Mengapa RSUD Kertosono Tak Jadi Diresmikan oleh Wapres?

Gedung RSUD Kertosono awalnya direncanakan akan diresmikan oleh Wapres Jusuf Kalla. Namun belakangan batal dan diresmikan sendiri oleh Bupati Nganjuk Taufiqurrahman (matakamera/ist)
Jumat 14 Juli 2017 |
by Panji Lanang Satriadin

matakamera, Nganjuk – Gedung baru RSUD Kertosono telah diresmikan oleh Bupati Nganjuk Taufiqurrahman pada 27 Mei 2017 lalu.

Sedianya, megaproyek APBD senilai hampir Rp 200 Milyar itu direncanakan akan diresmikan oleh Wakil Presiden RI M. Jusuf Kalla, namun tidak kesampaian. Mengapa?

Wakil Ketua Komisi C DPRD Nganjuk  M.Fauzi Irwana mengungkapkan, ada permasalahan pelik terkait perizinan operasional RSUD Kertosono, yang membuat Wapres tak berkenan hadir.

“Waktu itu kan Bupati (Taufiqurrahman) menyampaikan, peresmiannya (RSUD) Kertosono diresmikan Pak Wapres. Tapi karena izinnya belum ada, beliau (Wapres) tidak berkenan. Akhirnya diresmikan sendiri oleh Saudara Bupati,” ujar Fauzi kepada wartawan, di sela agenda rapat Paripurna Istimewa tentang penyampaian Laporan Hasil Pemeriksaan BPK RI di DPRD Nganjuk, Jumat 14 Juli 2017.

Wakil Ketua Komisi C DPRD Nganjuk Fauzi Irwana saat membahas masalah izin RSUD Kertosono di depan Plt Sekda Agus Subagijo, 14 Juli 2017 (matakamera/ist)
Dalam paripurna, Fauzi juga melayangkan protes keras kepada Plt Sekda Nganjuk Agus Subagijo yang mewakili Bupati Nganjuk.

Menurut Fauzi, Bupati Nganjuk memaksakan peresmian rumah sakti tipe C tersebut, meskipun belum mengantongi izin operasional.
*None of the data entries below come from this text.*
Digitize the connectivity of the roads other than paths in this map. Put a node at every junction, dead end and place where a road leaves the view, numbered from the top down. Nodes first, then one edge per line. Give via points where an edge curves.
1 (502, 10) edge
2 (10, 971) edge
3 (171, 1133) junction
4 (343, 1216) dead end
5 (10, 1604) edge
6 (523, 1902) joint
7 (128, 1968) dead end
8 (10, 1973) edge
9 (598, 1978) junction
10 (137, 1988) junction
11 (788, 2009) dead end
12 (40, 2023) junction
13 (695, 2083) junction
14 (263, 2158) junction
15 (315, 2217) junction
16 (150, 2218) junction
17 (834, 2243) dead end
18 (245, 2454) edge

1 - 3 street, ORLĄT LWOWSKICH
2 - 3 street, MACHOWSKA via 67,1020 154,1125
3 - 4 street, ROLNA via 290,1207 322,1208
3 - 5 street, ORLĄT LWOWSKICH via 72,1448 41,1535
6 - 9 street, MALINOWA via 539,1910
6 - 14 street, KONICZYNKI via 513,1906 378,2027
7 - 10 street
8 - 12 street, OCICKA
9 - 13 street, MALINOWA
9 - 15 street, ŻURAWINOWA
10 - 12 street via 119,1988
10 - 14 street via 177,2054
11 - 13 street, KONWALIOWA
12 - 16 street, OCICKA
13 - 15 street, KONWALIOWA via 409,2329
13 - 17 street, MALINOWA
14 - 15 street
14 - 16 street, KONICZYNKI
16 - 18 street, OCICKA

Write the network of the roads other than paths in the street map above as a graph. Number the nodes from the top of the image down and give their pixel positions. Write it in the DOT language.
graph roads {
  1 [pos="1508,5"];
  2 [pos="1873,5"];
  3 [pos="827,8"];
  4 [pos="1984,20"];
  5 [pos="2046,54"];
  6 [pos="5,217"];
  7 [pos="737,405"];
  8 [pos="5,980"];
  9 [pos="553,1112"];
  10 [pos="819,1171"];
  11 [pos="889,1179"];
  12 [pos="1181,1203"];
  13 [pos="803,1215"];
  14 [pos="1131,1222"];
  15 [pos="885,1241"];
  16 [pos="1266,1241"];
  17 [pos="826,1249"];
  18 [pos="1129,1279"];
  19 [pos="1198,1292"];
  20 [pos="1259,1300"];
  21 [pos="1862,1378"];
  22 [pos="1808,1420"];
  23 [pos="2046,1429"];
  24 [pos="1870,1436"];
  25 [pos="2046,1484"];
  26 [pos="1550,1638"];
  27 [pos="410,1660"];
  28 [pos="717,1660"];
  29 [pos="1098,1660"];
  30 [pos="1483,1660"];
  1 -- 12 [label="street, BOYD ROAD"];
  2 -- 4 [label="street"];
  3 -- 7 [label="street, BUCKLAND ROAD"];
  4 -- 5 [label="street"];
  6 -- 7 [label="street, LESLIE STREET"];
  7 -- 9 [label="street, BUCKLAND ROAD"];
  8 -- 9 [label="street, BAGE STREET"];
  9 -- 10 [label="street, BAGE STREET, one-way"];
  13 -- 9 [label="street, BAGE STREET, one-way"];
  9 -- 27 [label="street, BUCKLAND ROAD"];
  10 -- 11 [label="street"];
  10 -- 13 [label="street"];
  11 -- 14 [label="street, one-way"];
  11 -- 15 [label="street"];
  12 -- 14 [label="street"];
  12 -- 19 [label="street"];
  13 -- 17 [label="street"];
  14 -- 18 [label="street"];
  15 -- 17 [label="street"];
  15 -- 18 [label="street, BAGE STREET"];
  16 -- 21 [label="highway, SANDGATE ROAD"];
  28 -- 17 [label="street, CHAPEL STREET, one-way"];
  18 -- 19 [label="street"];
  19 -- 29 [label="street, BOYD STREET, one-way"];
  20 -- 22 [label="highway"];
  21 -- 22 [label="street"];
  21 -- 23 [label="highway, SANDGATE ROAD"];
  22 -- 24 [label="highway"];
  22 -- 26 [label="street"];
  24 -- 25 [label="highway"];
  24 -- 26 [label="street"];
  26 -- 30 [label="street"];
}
Dampaknya fatal, karena semua anggaran yang dipakai oleh rumah sakit seperti biaya rekening listrik, PDAM, biaya telpon dan biaya rekanan CV cleaning service menjadi ilegal.

Contohnya, biaya rekening listrik perbulan di rumah sakit tersebut mencapai Rp 45 juta. “Wajib dihentikan karena belum ada izin operasional,” ujar politisi Partai Demokrat ini.

Lebih lanjut Fauzi mengatakan, penggunaan anggaran RSUD Kertosono baru saat ini setiap bulannya bisa mencapai ratusan juta rupiah, dan rawan terjadi pelanggaran hukum.

Plt Sekda Agus menanggapi dingin protes tersebut. Mantan Kepala Dinas Pertanian Nganjuk ini hanya menjawab bahwa anggaran yang digunakan itu masih masuk rumah sakit lama.(ds/ab/2017)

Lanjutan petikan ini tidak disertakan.